Same-sex marriage “fundamentally changes” the definition of the institution and only a few homosexual “protesters” even wanted the change, two gay commentators have said.
Art critic Brian Sewell and newspaper columnist Andrew Pierce made their comments as the first same-sex weddings in the UK took place on Saturday.
Writing for The Telegraph, Sewell said civil partnerships “seemed to be the final necessary reform”.
“But every minority has within it a core of single-issue politicians and protesters who are never satisfied and always ask for more, and homosexuals, both male and female, are no exception.
“It is this noisy nucleus that demanded gay marriage and, seeing a handful of votes in it, David Cameron announced his support.”
Sewell commented while he had “quietly done my share of campaigning for equality”, same-sex marriage is a “right I deplore”.
He commented that British society is “rooted” in Christianity, and that most homosexuals “are happy to respect the deeply held belief of sincere, thoughtful and informed Christians” who support marriage between one man and one woman.

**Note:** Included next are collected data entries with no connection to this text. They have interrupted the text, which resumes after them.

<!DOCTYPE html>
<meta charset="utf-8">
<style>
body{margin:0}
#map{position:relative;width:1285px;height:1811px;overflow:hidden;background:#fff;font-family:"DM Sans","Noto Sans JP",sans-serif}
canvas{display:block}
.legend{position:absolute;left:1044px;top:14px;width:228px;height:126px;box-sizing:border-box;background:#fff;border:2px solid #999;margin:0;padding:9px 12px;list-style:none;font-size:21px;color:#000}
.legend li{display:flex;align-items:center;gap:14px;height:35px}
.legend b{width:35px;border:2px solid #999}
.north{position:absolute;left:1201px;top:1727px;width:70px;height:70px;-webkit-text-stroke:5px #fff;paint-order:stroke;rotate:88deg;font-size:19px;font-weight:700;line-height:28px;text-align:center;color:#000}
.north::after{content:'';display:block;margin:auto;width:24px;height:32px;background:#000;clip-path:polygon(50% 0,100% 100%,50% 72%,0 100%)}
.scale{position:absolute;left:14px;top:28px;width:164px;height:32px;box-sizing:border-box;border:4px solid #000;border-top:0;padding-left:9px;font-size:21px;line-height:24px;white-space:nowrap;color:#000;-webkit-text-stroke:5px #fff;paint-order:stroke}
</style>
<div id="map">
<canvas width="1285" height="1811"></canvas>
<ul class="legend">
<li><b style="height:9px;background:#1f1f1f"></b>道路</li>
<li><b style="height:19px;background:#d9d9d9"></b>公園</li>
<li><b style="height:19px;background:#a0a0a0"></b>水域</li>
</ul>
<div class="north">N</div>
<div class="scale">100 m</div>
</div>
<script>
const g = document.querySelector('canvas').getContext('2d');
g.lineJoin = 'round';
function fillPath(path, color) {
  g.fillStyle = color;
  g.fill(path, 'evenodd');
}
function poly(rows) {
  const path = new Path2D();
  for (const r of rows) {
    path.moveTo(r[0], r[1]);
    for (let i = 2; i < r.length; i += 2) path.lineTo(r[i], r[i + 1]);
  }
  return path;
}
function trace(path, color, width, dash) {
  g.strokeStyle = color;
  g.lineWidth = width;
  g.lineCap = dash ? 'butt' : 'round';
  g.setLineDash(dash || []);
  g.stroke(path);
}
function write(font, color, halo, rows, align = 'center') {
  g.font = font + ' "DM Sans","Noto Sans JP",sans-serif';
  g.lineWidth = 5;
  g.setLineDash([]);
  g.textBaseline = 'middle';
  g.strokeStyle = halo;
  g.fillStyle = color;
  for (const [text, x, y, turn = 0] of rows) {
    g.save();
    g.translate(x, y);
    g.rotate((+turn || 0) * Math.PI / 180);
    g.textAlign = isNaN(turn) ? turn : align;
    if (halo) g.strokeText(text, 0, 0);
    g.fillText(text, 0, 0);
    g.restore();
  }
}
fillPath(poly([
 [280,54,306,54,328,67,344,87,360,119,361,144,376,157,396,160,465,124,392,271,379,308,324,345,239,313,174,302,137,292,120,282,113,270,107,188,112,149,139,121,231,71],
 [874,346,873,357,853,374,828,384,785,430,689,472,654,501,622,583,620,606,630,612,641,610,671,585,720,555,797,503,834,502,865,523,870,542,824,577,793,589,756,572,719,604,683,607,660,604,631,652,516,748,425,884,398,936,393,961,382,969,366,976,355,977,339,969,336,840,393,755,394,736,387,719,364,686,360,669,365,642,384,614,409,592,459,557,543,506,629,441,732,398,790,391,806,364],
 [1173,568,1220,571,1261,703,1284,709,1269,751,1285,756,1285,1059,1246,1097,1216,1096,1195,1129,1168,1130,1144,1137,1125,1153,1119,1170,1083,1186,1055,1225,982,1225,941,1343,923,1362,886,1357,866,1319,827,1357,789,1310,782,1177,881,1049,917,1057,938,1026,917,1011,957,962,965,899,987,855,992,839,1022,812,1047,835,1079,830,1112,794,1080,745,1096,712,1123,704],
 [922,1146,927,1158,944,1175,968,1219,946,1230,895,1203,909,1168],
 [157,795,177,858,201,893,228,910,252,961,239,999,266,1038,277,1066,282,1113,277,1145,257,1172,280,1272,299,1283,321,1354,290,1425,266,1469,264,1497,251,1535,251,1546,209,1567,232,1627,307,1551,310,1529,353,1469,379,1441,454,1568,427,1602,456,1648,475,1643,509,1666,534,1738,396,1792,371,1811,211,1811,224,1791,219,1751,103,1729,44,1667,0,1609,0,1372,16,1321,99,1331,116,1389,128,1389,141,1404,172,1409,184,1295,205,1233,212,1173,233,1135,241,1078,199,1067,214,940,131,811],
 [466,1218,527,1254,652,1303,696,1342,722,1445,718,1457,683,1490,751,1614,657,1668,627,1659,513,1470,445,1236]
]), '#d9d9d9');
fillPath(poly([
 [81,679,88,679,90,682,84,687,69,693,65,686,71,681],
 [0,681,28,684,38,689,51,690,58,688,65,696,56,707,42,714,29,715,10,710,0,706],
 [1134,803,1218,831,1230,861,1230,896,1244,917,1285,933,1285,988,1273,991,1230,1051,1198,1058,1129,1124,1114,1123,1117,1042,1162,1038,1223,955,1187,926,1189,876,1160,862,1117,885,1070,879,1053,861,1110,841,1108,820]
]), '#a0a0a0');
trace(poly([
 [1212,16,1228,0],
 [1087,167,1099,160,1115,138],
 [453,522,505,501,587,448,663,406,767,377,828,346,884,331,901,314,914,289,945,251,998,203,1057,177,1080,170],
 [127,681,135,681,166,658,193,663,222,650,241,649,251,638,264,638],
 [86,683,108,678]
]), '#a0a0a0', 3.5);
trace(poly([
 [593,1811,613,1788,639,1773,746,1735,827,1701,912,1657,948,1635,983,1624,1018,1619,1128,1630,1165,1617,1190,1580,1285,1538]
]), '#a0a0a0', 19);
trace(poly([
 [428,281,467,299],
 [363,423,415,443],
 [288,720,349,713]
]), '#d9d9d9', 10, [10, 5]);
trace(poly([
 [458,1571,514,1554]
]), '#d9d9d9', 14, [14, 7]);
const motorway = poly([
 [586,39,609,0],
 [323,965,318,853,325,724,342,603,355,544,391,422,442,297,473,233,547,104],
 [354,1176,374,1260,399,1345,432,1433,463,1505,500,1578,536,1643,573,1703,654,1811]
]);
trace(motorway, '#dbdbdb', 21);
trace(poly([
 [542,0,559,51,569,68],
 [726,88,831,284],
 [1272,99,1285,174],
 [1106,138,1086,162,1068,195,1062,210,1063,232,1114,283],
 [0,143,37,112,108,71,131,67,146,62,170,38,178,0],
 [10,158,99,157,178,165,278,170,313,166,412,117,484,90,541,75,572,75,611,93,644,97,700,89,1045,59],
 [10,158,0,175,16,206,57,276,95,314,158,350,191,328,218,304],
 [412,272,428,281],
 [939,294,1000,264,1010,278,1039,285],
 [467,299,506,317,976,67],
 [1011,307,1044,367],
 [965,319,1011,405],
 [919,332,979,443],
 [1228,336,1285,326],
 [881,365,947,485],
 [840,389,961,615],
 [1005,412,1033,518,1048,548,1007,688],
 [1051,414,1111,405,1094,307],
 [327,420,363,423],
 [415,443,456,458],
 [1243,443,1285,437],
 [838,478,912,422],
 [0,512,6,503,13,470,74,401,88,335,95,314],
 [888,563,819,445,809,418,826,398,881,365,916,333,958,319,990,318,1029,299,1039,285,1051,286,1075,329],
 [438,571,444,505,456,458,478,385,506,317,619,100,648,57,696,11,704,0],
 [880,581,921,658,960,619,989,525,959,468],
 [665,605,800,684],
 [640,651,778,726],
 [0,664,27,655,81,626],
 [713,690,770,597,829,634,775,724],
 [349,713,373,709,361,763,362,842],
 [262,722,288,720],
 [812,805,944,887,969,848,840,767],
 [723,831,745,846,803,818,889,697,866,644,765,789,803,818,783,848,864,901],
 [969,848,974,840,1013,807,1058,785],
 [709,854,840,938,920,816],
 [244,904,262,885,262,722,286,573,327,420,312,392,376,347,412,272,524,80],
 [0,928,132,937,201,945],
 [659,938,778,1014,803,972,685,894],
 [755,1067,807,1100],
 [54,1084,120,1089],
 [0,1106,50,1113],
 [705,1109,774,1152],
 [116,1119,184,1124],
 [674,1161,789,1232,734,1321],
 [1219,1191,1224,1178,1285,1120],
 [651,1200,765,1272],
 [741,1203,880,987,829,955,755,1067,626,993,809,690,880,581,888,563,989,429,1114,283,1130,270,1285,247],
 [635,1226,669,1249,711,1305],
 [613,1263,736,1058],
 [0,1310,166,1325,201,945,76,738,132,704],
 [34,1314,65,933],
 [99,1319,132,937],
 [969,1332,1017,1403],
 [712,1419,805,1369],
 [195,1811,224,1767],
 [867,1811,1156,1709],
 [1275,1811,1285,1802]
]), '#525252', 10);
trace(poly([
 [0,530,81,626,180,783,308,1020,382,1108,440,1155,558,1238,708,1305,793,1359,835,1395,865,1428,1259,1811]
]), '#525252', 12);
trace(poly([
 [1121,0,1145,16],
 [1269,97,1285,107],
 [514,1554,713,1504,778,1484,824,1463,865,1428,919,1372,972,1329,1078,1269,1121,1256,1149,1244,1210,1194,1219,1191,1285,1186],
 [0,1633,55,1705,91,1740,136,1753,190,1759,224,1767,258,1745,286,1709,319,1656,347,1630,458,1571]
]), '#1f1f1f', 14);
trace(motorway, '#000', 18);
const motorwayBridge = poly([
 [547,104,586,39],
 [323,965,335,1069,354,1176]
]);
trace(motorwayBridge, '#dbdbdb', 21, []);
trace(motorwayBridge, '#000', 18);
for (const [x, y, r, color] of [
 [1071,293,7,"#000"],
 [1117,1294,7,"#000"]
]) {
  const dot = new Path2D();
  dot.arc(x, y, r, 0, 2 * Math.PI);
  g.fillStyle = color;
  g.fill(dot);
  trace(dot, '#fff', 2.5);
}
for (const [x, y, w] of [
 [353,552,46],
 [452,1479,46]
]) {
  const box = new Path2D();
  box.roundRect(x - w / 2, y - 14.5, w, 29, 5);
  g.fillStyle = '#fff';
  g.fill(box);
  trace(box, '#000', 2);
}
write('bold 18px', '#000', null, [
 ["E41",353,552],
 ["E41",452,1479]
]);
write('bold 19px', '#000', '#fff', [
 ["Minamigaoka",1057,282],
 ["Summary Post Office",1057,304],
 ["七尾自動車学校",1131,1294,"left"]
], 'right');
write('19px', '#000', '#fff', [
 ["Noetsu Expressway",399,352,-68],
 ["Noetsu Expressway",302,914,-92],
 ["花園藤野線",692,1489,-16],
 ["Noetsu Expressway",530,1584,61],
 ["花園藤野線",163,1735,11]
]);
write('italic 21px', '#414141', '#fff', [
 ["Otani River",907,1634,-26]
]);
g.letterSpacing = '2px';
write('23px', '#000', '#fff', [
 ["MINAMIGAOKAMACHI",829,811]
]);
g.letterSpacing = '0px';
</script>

Sewell concluded that resources had been “wasted” on the “wrong campaign”.
Writing in the Daily Mail, Andrew Pierce said same-sex marriage was backed by, “Heterosexual, married politicians like David Cameron”, who “saw a cynical opportunity to burnish their touchy-feely, liberal credentials by pushing for gay marriage”.
However, Pierce said, the introduction of same-sex marriage was “politically, a disastrous miscalculation”.
He commented that politicians “offended millions of people by arrogantly redefining the meaning of the relationship between a man and a woman that has been the bedrock of society for thousands of years.
“They also placed the Church in an invidious position by suggesting it had a moral duty to perform gay marriage ceremonies when vast numbers of clergy and ordinary church-goers are opposed to them.
“Worst of all, the gay marriages they have introduced do not make gay couples more ‘equal’ in any meaningful way.”